For more details on Task definition and default properties, please refer to the Tasks documentation.

ocr.py¶

#
# Copyright (C) 2018 Neal Digre.
#
# This software may be modified and distributed under the terms
# of the MIT license. See the LICENSE file for details.


"""Optical character recognition tasks.

TODO:
    * Modularize common loss functions, select by id
    * Modularize common regularization options, select by id
"""
import abc

import tensorflow as tf

from carpedm.tasks.generic import Task
from carpedm.util import registry
from carpedm.util.eval import confusion_matrix


class OCRTask(Task):
    """Abstract class for OCR Tasks."""

    def __init__(self, **kwargs):
        super(OCRTask, self).__init__(**kwargs)

    @property
    def target(self):
        return 'image/seq/char/id'

    @property
    def blocks(self):
        return False

    @property
    def character(self):
        return True

    @property
    def line(self):
        return False

    @property
    def label(self):
        return True

    @property
    def bbox(self):
        return False

    @property
    @abc.abstractmethod
    def sparse_labels(self):
        return False

    def regularization(self, hparams):
        raise NotImplementedError

    def results(self, loss, tower_features, tower_preds, tower_targets,
                is_training):
        raise NotImplementedError

    def loss_fn(self, features, model_output, targets, is_training):
        raise NotImplementedError


@registry.register_task
class OCRSingleKana(OCRTask):
    """Single character recognition tasks."""

    @property
    def image_scope(self):
        return 'char'

    @property
    def character_set(self):
        return 'kana'

    def results(self, loss, tower_features, tower_preds, tower_targets,
                is_training):
        tensors_to_log = {'loss': loss}

        tf.summary.image("sample_input", tower_features[0]['image/data'])

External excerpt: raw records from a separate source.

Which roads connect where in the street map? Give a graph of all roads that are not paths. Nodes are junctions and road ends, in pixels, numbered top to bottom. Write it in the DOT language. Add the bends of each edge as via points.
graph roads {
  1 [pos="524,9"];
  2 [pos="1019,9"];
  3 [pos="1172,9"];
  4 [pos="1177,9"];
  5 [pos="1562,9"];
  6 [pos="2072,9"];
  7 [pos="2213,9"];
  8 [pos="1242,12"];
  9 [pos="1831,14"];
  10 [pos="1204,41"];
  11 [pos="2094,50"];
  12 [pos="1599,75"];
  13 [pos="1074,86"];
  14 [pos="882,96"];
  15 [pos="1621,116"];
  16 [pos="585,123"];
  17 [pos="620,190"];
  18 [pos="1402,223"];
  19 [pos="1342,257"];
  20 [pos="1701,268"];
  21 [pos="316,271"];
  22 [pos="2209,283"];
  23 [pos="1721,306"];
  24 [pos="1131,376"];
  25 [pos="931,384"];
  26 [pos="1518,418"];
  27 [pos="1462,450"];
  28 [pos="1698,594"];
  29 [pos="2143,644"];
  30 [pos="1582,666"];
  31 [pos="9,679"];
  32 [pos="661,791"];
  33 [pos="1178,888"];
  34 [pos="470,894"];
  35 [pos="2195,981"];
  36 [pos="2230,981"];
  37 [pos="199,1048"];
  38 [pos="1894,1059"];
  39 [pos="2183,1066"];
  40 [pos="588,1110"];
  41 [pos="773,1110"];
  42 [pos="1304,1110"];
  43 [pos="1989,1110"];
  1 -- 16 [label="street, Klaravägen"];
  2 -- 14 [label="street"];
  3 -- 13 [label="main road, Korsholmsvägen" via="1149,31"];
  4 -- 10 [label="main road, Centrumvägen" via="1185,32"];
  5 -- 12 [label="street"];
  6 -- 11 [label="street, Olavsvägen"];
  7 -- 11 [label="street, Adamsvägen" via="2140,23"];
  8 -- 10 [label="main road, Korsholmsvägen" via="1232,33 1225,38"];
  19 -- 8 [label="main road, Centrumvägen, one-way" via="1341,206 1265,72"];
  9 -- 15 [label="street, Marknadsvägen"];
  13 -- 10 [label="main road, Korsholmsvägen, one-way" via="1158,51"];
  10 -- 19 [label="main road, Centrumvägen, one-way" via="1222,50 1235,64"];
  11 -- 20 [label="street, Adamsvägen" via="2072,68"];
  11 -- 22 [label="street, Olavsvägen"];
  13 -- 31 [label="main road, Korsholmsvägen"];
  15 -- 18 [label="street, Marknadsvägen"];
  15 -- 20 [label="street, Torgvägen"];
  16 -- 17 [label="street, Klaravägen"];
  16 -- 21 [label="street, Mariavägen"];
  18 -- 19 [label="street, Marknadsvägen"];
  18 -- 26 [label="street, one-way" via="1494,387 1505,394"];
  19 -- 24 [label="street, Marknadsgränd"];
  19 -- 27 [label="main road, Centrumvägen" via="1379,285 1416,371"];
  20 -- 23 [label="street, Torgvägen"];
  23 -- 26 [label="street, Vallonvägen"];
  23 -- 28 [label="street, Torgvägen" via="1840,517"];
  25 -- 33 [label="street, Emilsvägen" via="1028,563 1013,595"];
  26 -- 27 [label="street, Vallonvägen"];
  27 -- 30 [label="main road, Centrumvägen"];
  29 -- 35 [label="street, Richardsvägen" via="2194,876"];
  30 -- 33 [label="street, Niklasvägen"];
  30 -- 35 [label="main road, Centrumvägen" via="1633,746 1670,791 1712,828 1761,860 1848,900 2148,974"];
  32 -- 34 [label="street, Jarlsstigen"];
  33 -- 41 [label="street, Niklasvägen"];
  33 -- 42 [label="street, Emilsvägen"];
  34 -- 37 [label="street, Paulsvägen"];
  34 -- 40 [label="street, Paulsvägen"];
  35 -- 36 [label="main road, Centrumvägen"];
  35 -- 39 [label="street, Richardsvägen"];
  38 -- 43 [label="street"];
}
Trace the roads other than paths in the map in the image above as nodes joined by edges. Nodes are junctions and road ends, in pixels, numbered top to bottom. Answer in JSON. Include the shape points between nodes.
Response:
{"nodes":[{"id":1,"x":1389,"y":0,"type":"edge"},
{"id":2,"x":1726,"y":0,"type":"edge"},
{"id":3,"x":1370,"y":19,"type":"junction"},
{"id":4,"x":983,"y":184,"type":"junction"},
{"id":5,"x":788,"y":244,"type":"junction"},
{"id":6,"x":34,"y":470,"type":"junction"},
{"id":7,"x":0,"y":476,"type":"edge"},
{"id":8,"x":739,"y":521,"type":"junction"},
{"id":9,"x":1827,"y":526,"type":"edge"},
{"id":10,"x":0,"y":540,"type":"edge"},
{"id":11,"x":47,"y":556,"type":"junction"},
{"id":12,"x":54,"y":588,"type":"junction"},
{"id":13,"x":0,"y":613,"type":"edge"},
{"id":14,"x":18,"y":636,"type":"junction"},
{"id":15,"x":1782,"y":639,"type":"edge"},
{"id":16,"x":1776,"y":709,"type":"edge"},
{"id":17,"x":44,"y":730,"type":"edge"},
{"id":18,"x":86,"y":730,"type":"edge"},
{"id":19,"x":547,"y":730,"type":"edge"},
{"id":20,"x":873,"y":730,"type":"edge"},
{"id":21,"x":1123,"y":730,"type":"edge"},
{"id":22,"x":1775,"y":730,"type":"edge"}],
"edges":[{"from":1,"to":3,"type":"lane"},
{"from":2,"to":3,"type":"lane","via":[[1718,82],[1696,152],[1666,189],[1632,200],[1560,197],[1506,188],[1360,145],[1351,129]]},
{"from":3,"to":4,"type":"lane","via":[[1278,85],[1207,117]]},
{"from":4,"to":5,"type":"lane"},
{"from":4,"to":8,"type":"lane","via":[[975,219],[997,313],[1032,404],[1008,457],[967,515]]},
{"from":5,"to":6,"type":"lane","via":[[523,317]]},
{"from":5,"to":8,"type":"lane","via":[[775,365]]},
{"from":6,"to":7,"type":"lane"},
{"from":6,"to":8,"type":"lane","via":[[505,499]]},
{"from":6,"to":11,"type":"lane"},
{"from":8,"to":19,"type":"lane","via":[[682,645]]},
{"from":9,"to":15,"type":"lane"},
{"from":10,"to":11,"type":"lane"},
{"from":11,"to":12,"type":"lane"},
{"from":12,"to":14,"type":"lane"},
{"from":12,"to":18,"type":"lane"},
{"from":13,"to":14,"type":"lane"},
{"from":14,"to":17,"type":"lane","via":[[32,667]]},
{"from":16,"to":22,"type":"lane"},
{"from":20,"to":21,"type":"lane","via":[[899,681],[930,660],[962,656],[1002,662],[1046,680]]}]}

        all_logits = tf.concat([p for p in tower_preds], axis=0)
        predictions = {
            'classes': tf.argmax(all_logits, axis=1),
            'probabilities': tf.nn.softmax(all_logits)
        }

        stacked_labels = tf.squeeze(tf.concat(tower_targets, axis=0))
        confusion_matrix(
            stacked_labels, predictions['classes'], self.num_classes)
        accuracy = tf.metrics.accuracy(stacked_labels, predictions['classes'])
        metrics = {
            'accuracy' if is_training else 'accuracy': accuracy
        }

        return tensors_to_log, predictions, metrics

    def loss_fn(self, features, model_output, targets, is_training):
        with tf.name_scope('batch_xentropy'):
            loss = tf.losses.sparse_softmax_cross_entropy(
                logits=model_output, labels=targets)
        return loss

    def regularization(self, hparams):
        model_params = tf.trainable_variables()
        weight_loss = tf.multiply(
            hparams.weight_decay,
            tf.add_n([tf.nn.l2_loss(v) for v in model_params]),
            name='weight_loss')
        return weight_loss

    @property
    def sparse_labels(self):
        return False

tasks.init.py¶

#
# Copyright (C) 2018 Neal Digre.
#
# This software may be modified and distributed under the terms
# of the MIT license. See the LICENSE file for details.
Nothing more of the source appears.